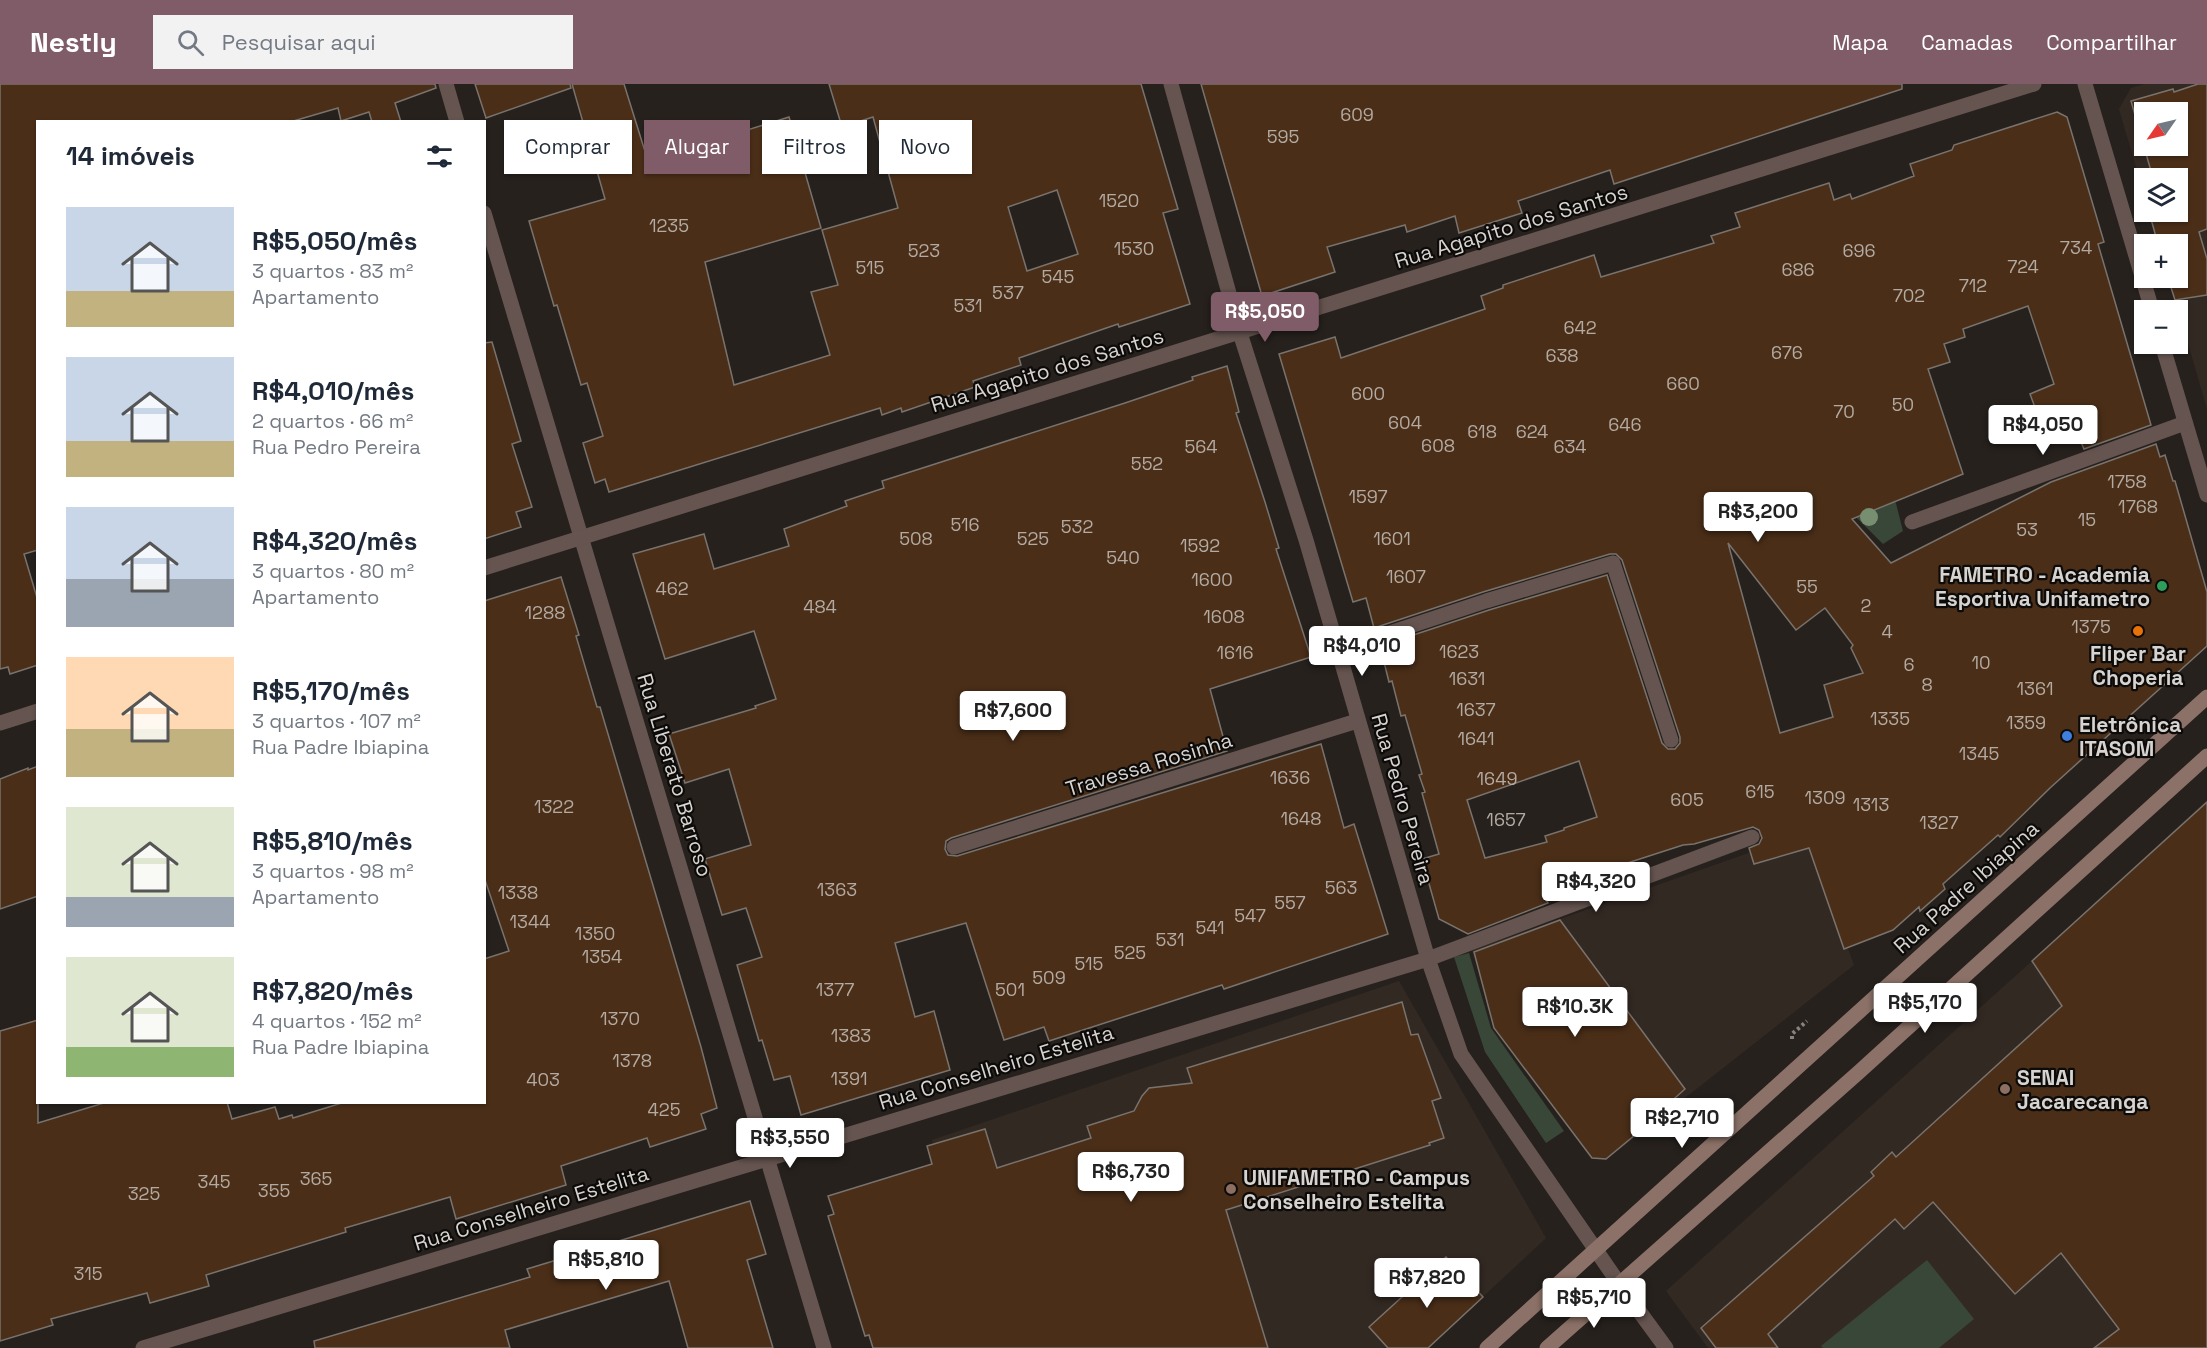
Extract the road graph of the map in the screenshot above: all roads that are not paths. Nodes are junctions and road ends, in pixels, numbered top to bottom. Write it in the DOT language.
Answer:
graph roads {
  1 [pos="446,84"];
  2 [pos="1171,84"];
  3 [pos="2034,84"];
  4 [pos="2085,84"];
  5 [pos="456,120"];
  6 [pos="486,220"];
  7 [pos="2149,300"];
  8 [pos="1240,333"];
  9 [pos="2165,354"];
  10 [pos="2186,423"];
  11 [pos="2207,495"];
  12 [pos="1912,522"];
  13 [pos="581,537"];
  14 [pos="486,567"];
  15 [pos="1338,650"];
  16 [pos="2207,698"];
  17 [pos="36,712"];
  18 [pos="1358,721"];
  19 [pos="0,723"];
  20 [pos="1671,740"];
  21 [pos="2207,756"];
  22 [pos="1752,837"];
  23 [pos="954,847"];
  24 [pos="1428,959"];
  25 [pos="767,1158"];
  26 [pos="1596,1250"];
  27 [pos="1620,1285"];
  28 [pos="143,1348"];
  29 [pos="824,1348"];
  30 [pos="1487,1348"];
  31 [pos="1547,1348"];
  32 [pos="1666,1348"];
  1 -- 5 [label="street"];
  2 -- 8 [label="street, Rua Pedro Pereira"];
  3 -- 8 [label="street, Rua Agapito dos Santos"];
  4 -- 7 [label="street"];
  6 -- 13 [label="street, Rua Liberato Barroso"];
  8 -- 13 [label="street, Rua Agapito dos Santos"];
  8 -- 15 [label="street, Rua Pedro Pereira"];
  9 -- 10 [label="street"];
  10 -- 11 [label="street"];
  10 -- 12 [label="street"];
  13 -- 14 [label="street, Rua Agapito dos Santos"];
  13 -- 25 [label="street, Rua Liberato Barroso"];
  15 -- 18 [label="street, Rua Pedro Pereira"];
  15 -- 20 [label="street"];
  16 -- 26 [label="street, Rua Padre Ibiapina"];
  17 -- 19 [label="street"];
  18 -- 23 [label="street, Travessa Rosinha"];
  18 -- 24 [label="street, Rua Pedro Pereira"];
  21 -- 27 [label="street"];
  22 -- 24 [label="street, Rua Conselheiro Estelita"];
  24 -- 25 [label="street, Rua Conselheiro Estelita"];
  24 -- 26 [label="street, Rua Pedro Pereira"];
  25 -- 28 [label="street, Rua Conselheiro Estelita"];
  25 -- 29 [label="street, Rua Liberato Barroso"];
  26 -- 27 [label="street, Rua Pedro Pereira"];
  26 -- 30 [label="street, Rua Padre Ibiapina"];
  27 -- 31 [label="street"];
  27 -- 32 [label="street, Rua Pedro Pereira"];
}
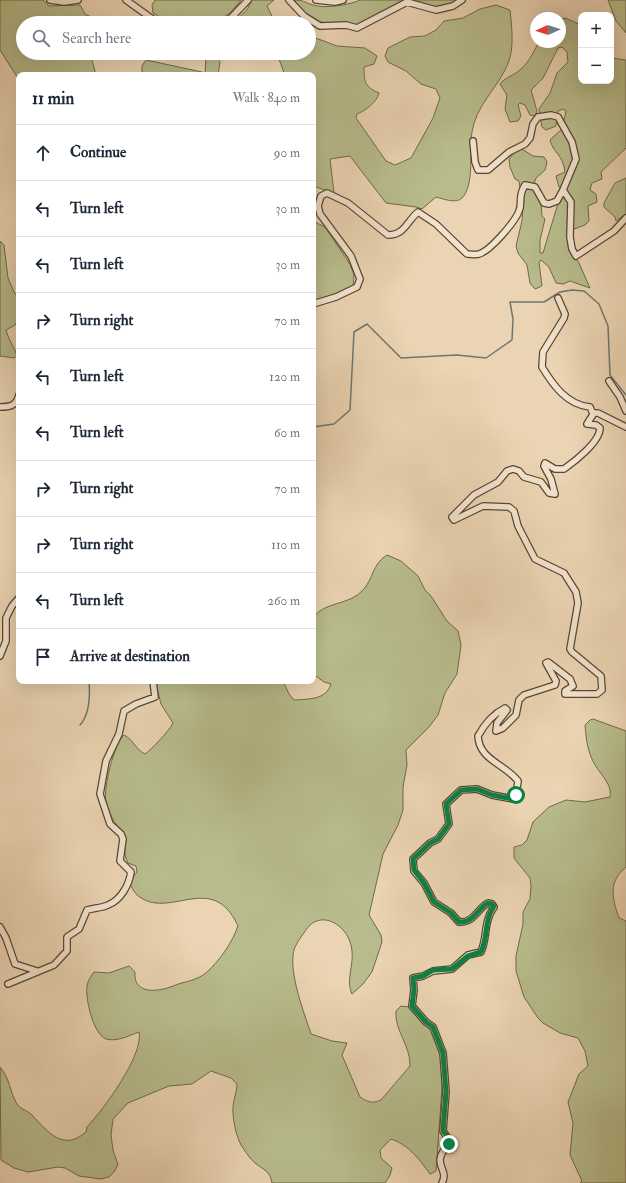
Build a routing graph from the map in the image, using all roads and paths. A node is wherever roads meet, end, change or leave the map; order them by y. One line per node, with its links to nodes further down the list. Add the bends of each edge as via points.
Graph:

◇ ◇ ◇ ◇ ◇ ◇ ◇

→ WHAT YOU WILL DO
Please retype the records above exactly, excluding every picture.

→ SOLUTION TO THE PROBLEM
Extract the road graph of the map in the screenshot above: all roads that are not paths. Nodes are junctions and road ends, in pixels, numbered top to bottom. Write it in the DOT language.
Answer:
graph roads {
  1 [pos="446,84"];
  2 [pos="1171,84"];
  3 [pos="2034,84"];
  4 [pos="2085,84"];
  5 [pos="456,120"];
  6 [pos="486,220"];
  7 [pos="2149,300"];
  8 [pos="1240,333"];
  9 [pos="2165,354"];
  10 [pos="2186,423"];
  11 [pos="2207,495"];
  12 [pos="1912,522"];
  13 [pos="581,537"];
  14 [pos="486,567"];
  15 [pos="1338,650"];
  16 [pos="2207,698"];
  17 [pos="36,712"];
  18 [pos="1358,721"];
  19 [pos="0,723"];
  20 [pos="1671,740"];
  21 [pos="2207,756"];
  22 [pos="1752,837"];
  23 [pos="954,847"];
  24 [pos="1428,959"];
  25 [pos="767,1158"];
  26 [pos="1596,1250"];
  27 [pos="1620,1285"];
  28 [pos="143,1348"];
  29 [pos="824,1348"];
  30 [pos="1487,1348"];
  31 [pos="1547,1348"];
  32 [pos="1666,1348"];
  1 -- 5 [label="street"];
  2 -- 8 [label="street, Rua Pedro Pereira"];
  3 -- 8 [label="street, Rua Agapito dos Santos"];
  4 -- 7 [label="street"];
  6 -- 13 [label="street, Rua Liberato Barroso"];
  8 -- 13 [label="street, Rua Agapito dos Santos"];
  8 -- 15 [label="street, Rua Pedro Pereira"];
  9 -- 10 [label="street"];
  10 -- 11 [label="street"];
  10 -- 12 [label="street"];
  13 -- 14 [label="street, Rua Agapito dos Santos"];
  13 -- 25 [label="street, Rua Liberato Barroso"];
  15 -- 18 [label="street, Rua Pedro Pereira"];
  15 -- 20 [label="street"];
  16 -- 26 [label="street, Rua Padre Ibiapina"];
  17 -- 19 [label="street"];
  18 -- 23 [label="street, Travessa Rosinha"];
  18 -- 24 [label="street, Rua Pedro Pereira"];
  21 -- 27 [label="street"];
  22 -- 24 [label="street, Rua Conselheiro Estelita"];
  24 -- 25 [label="street, Rua Conselheiro Estelita"];
  24 -- 26 [label="street, Rua Pedro Pereira"];
  25 -- 28 [label="street, Rua Conselheiro Estelita"];
  25 -- 29 [label="street, Rua Liberato Barroso"];
  26 -- 27 [label="street, Rua Pedro Pereira"];
  26 -- 30 [label="street, Rua Padre Ibiapina"];
  27 -- 31 [label="street"];
  27 -- 32 [label="street, Rua Pedro Pereira"];
}
Build a routing graph from the map in the image, using all roads and paths. A node is wherever roads meet, end, change or leave the map; order them by y. One line per node, with its links to nodes further down the list. Add the bends of each edge as via points.
Graph:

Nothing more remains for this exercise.